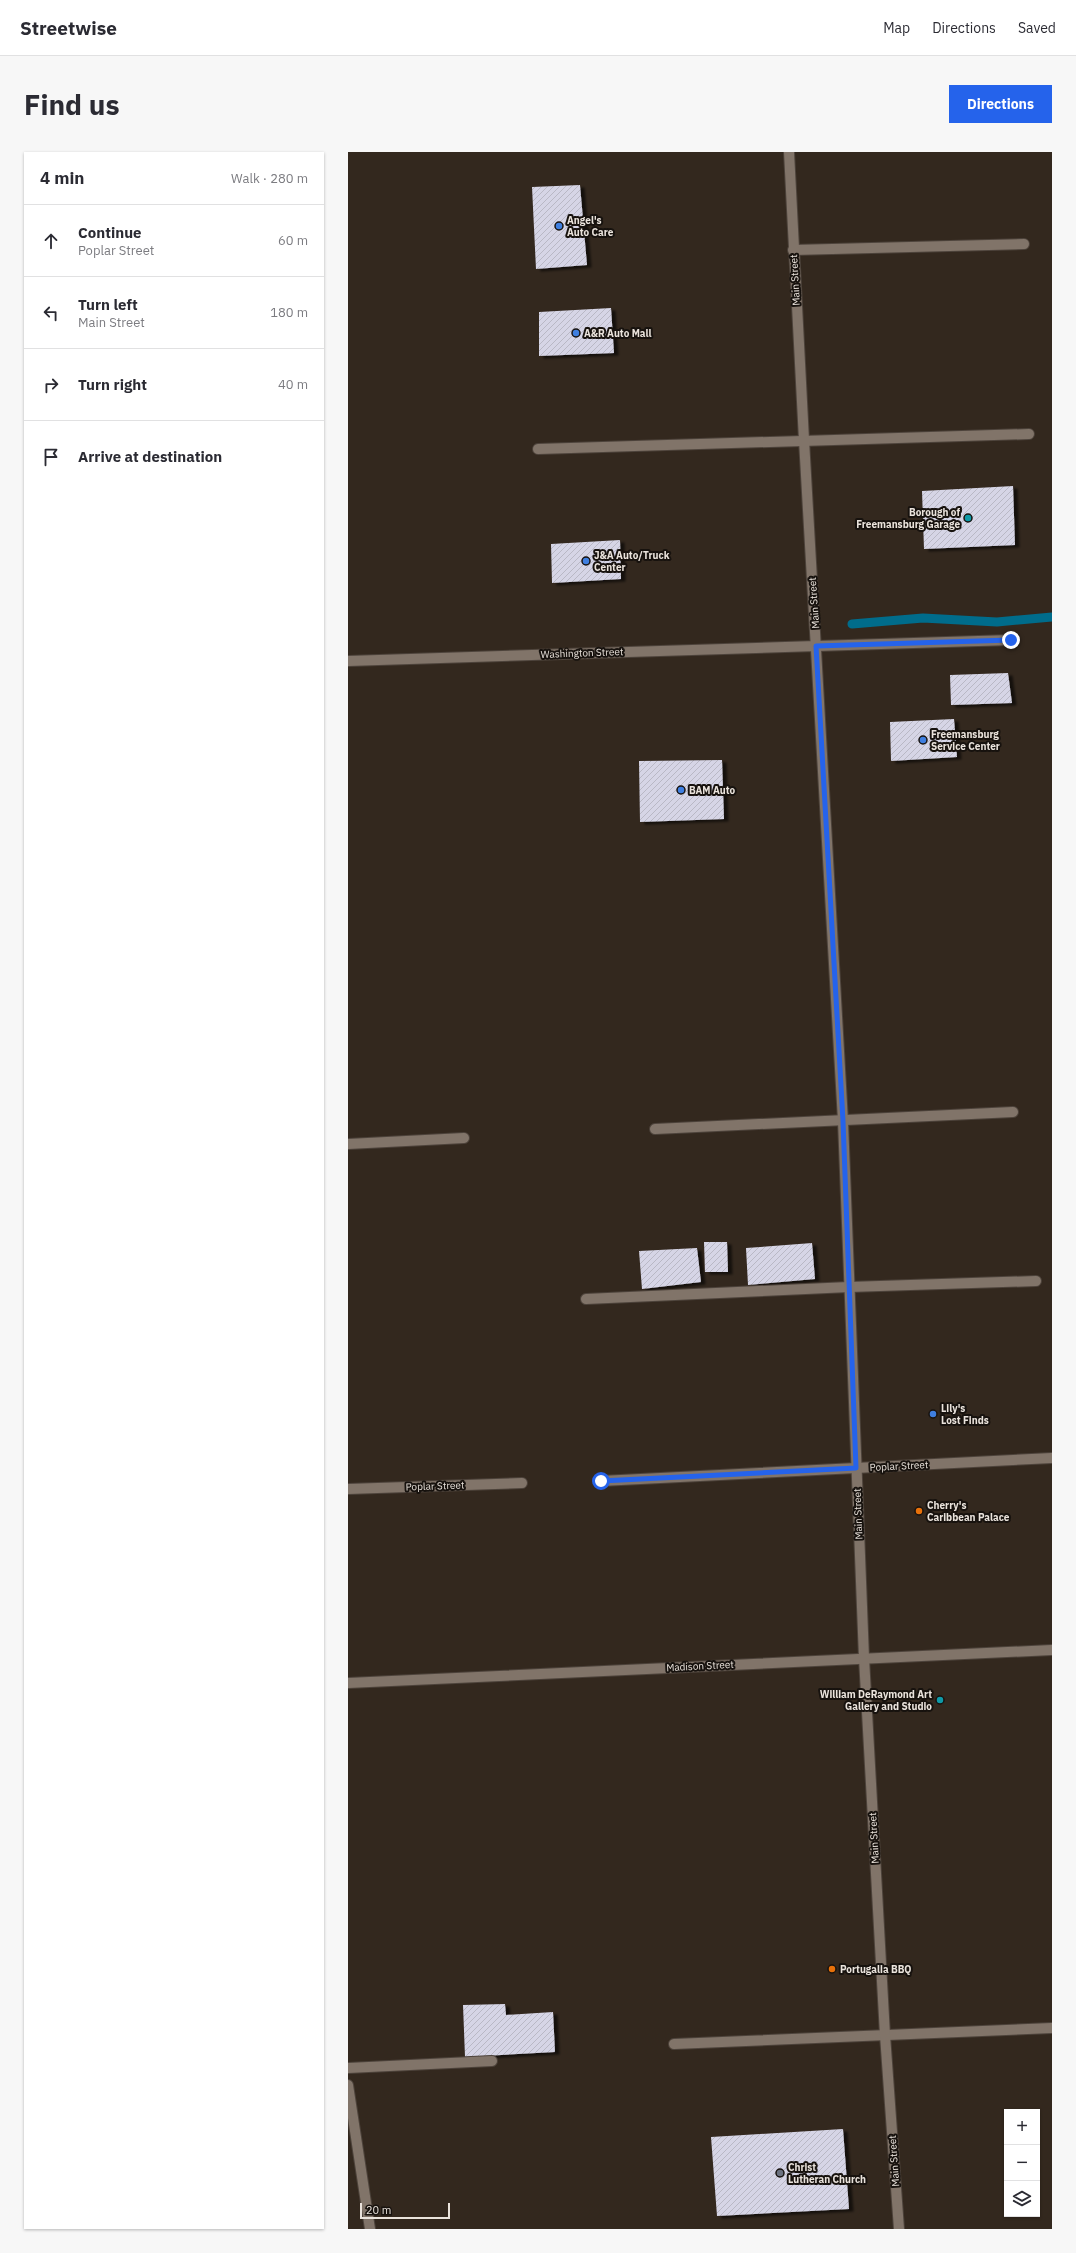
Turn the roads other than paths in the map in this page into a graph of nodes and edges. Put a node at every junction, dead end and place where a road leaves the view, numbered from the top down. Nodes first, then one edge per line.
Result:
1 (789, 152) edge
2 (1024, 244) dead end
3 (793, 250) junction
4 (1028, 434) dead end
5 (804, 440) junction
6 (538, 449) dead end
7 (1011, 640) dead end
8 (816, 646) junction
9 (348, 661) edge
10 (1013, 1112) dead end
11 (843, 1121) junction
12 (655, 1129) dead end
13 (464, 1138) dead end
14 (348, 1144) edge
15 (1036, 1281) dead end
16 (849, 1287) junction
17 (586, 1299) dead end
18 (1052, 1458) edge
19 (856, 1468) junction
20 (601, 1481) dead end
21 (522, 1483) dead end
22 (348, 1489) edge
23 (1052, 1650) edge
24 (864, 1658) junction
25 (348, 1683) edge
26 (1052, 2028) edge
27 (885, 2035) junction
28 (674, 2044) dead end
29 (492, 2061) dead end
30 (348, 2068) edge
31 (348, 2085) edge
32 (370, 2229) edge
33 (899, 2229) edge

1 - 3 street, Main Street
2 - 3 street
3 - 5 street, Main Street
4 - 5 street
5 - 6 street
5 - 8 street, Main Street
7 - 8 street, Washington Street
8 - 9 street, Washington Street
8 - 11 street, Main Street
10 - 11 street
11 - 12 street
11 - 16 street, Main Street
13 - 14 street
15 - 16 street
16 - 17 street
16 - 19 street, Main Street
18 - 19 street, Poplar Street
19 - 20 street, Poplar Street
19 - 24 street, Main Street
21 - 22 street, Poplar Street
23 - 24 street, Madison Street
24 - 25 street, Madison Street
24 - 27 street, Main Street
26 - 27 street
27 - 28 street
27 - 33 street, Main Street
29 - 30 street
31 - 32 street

++++++++++

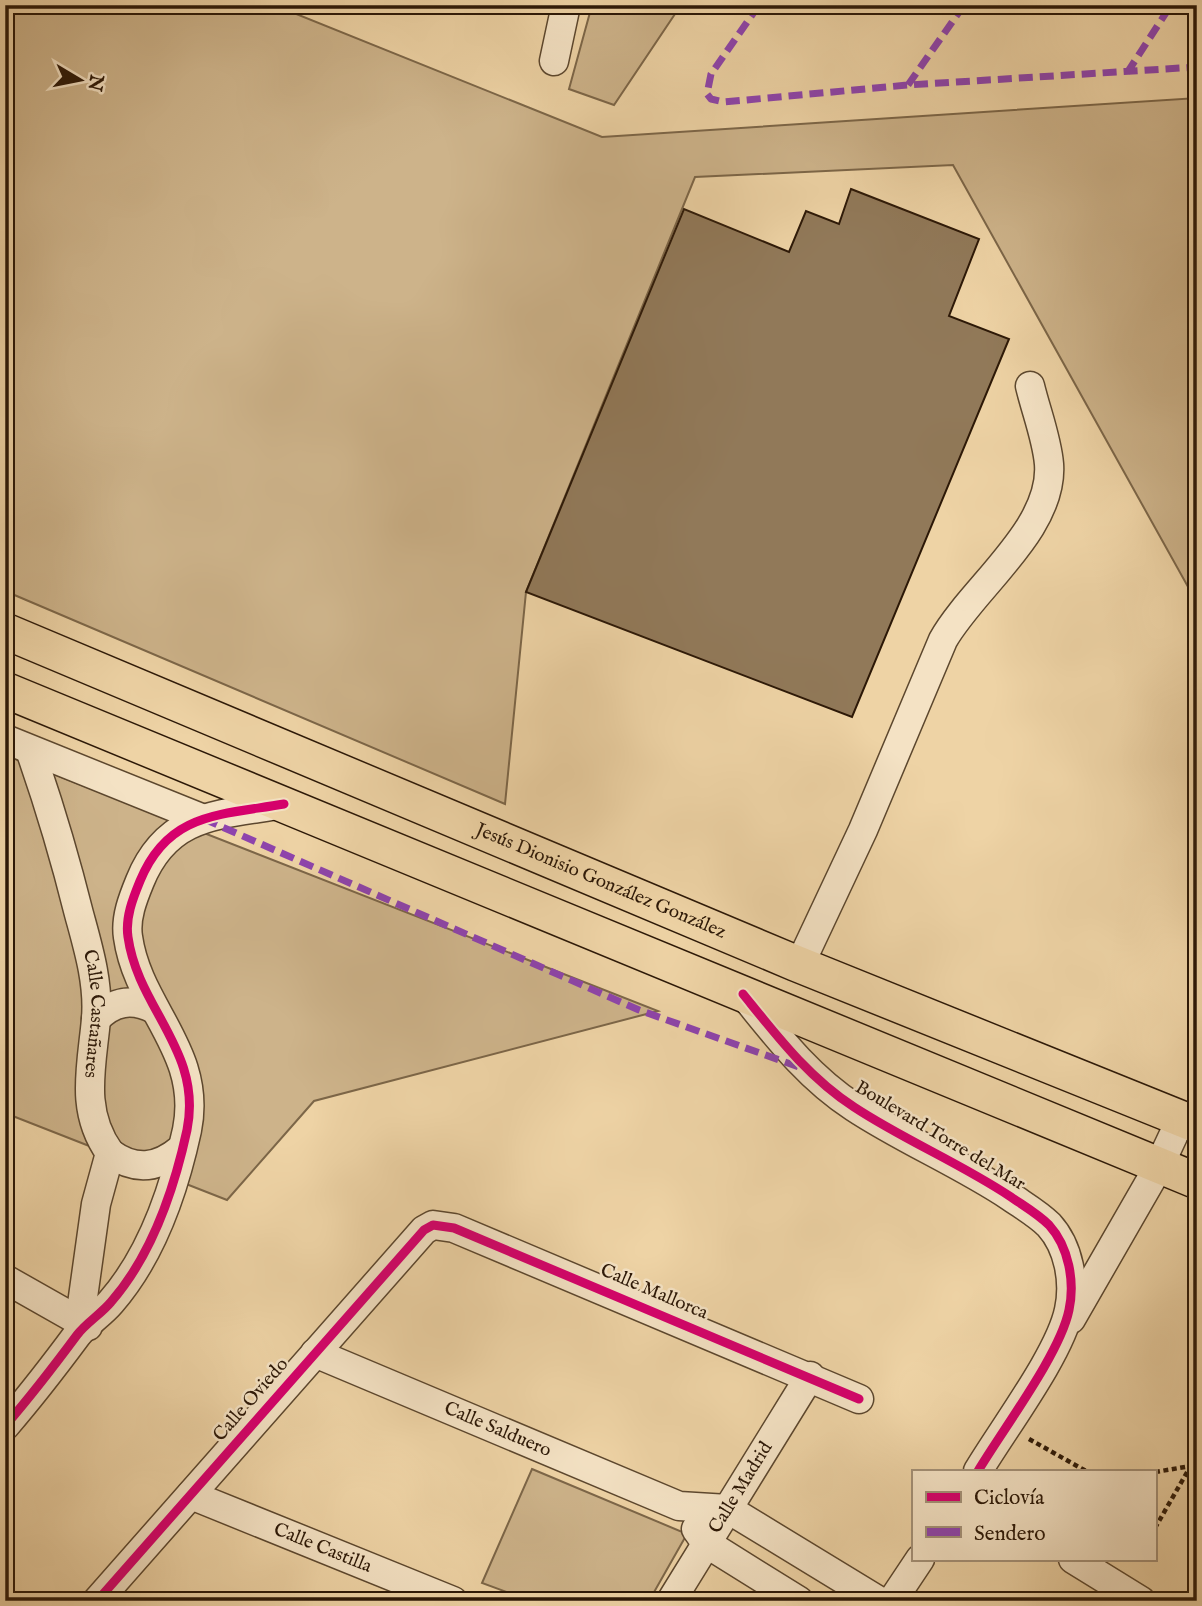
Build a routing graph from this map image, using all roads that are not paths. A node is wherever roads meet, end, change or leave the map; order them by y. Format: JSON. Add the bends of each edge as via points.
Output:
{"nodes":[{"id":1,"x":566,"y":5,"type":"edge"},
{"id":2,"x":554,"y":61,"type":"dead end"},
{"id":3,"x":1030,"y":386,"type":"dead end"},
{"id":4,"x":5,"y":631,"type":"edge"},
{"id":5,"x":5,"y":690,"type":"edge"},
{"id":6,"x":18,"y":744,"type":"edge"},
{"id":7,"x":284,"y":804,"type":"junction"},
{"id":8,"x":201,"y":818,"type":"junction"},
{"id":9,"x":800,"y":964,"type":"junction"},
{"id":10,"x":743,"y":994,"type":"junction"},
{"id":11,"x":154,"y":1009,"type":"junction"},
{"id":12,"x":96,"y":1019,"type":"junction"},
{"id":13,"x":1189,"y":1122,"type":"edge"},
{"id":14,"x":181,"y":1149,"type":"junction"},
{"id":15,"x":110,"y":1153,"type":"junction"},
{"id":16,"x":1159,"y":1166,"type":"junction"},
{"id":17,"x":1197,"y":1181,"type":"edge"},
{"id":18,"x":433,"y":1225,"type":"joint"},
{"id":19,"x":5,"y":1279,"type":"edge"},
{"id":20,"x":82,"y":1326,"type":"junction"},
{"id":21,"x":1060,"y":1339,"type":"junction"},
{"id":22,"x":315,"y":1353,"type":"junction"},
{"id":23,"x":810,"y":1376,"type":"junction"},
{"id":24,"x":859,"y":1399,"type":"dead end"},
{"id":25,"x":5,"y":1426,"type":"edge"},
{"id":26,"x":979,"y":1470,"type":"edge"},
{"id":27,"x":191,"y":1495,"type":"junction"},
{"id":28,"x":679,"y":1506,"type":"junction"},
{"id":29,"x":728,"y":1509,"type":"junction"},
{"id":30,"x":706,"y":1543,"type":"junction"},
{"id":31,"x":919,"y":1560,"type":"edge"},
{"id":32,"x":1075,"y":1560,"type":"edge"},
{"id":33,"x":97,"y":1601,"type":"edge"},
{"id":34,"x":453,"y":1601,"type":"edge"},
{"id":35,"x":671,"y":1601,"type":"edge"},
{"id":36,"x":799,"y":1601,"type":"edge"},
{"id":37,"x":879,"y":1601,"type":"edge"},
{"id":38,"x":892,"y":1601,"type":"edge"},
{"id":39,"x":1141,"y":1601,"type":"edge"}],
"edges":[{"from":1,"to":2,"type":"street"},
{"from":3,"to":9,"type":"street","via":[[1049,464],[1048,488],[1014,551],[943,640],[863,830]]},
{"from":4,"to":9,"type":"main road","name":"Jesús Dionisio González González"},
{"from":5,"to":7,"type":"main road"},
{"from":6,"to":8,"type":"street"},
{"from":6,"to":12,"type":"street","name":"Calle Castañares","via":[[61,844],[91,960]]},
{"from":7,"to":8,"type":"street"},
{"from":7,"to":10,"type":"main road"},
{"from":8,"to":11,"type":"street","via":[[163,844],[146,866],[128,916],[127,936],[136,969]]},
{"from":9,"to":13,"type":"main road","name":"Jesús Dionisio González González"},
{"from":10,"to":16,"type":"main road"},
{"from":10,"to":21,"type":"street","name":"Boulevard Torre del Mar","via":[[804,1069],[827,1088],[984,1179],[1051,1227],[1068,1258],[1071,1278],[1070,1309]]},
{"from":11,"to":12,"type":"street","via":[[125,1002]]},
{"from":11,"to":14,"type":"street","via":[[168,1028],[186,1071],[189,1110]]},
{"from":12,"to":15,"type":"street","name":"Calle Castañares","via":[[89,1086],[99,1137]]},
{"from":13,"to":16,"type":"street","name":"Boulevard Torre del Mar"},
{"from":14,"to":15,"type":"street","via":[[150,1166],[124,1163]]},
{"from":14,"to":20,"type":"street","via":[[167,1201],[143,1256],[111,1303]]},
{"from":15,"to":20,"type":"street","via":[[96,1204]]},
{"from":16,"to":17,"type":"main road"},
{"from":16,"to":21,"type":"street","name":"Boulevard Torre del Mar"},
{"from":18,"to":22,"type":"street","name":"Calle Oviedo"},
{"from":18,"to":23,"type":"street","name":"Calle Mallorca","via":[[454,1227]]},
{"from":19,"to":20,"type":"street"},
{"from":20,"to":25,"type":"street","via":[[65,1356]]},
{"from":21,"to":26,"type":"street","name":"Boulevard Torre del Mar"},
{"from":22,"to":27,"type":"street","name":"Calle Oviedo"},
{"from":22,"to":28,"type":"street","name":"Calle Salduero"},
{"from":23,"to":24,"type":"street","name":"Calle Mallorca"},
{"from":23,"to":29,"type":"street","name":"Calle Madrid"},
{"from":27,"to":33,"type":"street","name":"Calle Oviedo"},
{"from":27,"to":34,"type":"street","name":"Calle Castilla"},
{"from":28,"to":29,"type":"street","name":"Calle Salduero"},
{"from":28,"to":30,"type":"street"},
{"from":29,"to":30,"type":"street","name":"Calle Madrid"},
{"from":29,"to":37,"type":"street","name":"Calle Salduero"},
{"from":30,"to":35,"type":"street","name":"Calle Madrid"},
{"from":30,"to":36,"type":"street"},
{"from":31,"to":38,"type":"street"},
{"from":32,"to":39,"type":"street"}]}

++++++++++

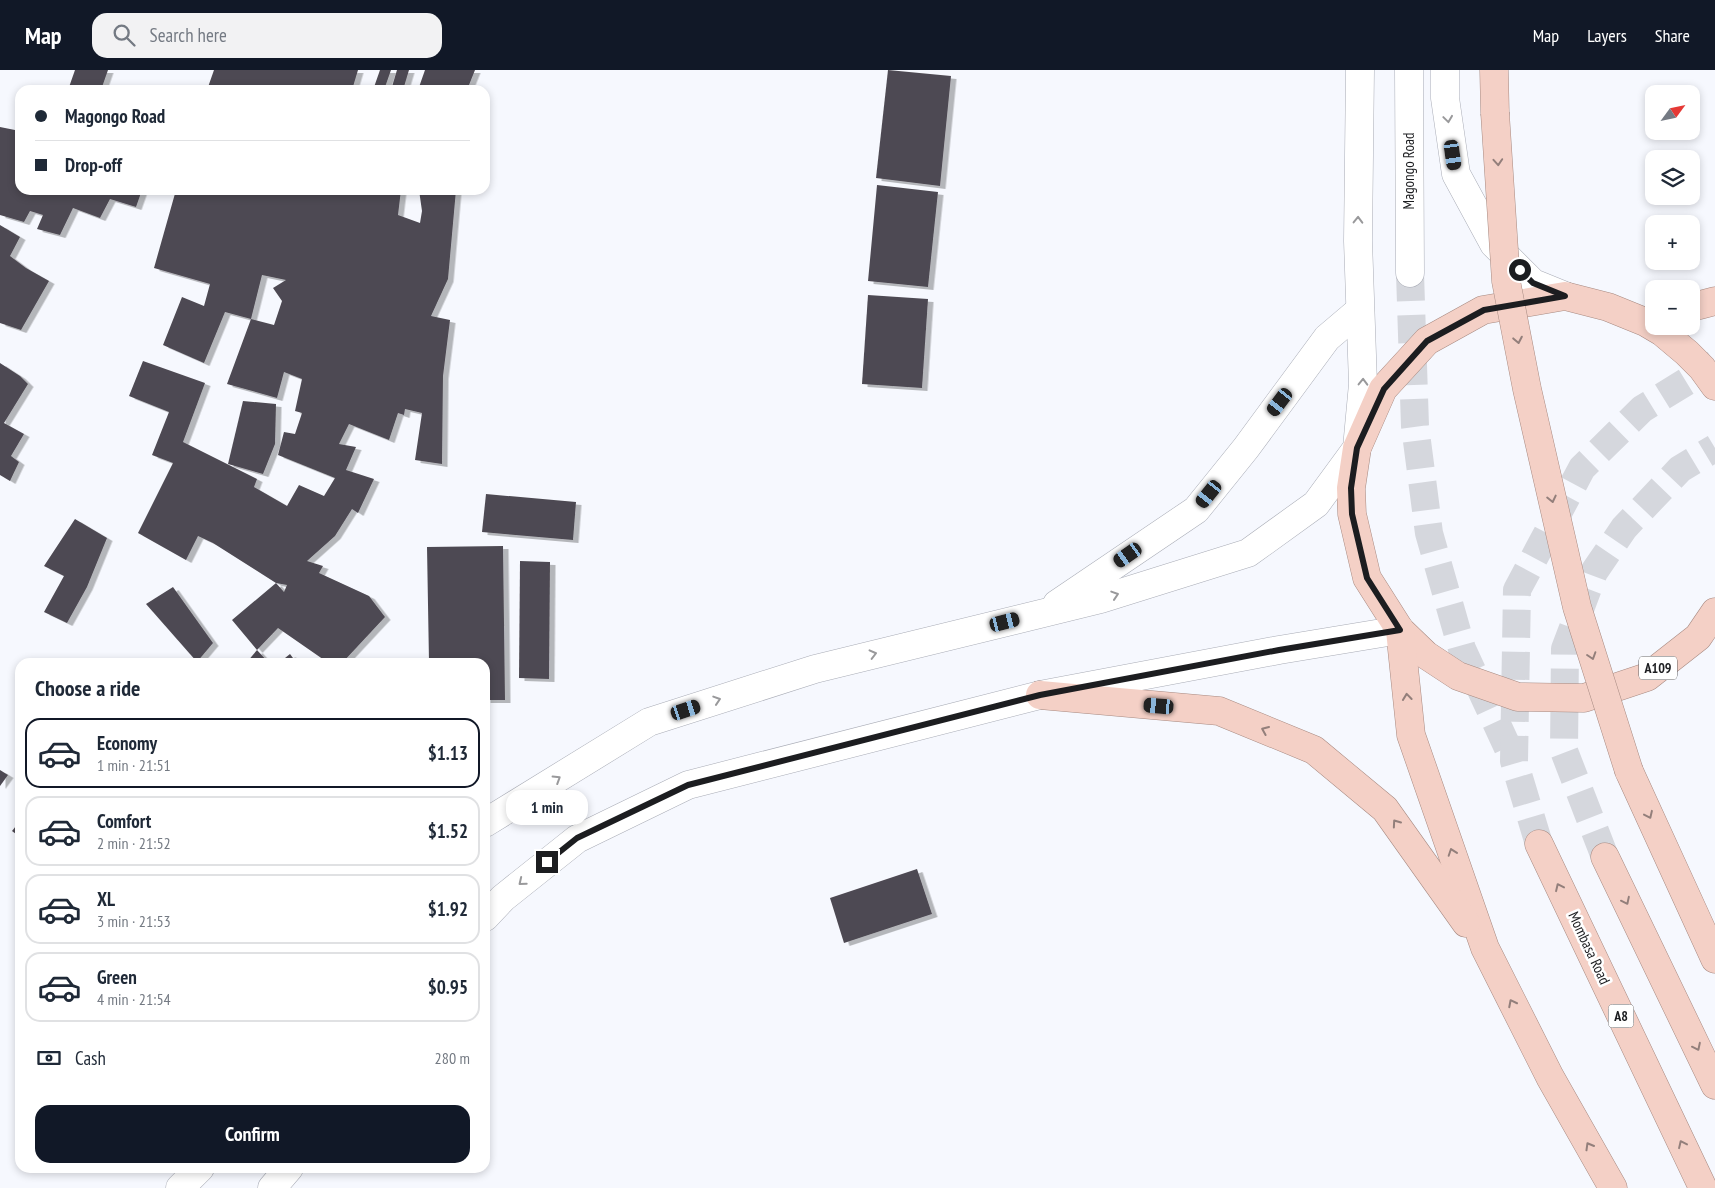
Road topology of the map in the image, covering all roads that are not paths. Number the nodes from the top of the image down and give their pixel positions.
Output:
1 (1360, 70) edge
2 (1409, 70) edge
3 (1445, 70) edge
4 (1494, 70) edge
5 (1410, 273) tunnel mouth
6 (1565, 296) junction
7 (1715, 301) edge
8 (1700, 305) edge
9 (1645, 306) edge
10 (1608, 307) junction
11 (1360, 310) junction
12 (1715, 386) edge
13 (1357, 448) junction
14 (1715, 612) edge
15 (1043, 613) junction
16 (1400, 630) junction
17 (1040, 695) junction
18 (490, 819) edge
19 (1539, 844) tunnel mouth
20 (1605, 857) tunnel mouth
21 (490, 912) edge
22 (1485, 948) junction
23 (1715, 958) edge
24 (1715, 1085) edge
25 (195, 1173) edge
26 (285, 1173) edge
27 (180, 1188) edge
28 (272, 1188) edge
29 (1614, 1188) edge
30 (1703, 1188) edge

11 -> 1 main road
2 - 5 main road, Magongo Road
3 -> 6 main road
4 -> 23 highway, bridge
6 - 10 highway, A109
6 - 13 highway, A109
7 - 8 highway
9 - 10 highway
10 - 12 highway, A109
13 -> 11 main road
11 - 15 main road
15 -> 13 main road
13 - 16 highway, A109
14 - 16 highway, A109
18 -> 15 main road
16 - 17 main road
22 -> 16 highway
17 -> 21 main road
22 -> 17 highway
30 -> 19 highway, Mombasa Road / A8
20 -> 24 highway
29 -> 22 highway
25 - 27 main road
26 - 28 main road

++++++++++

◆ REQUIRED ACTION ◆
Within the records, filter for lines that contain the word "González" and show each one.

◆ WRITTEN RESPONSE ◆
{"from":4,"to":9,"type":"main road","name":"Jesús Dionisio González González"},
{"from":9,"to":13,"type":"main road","name":"Jesús Dionisio González González"},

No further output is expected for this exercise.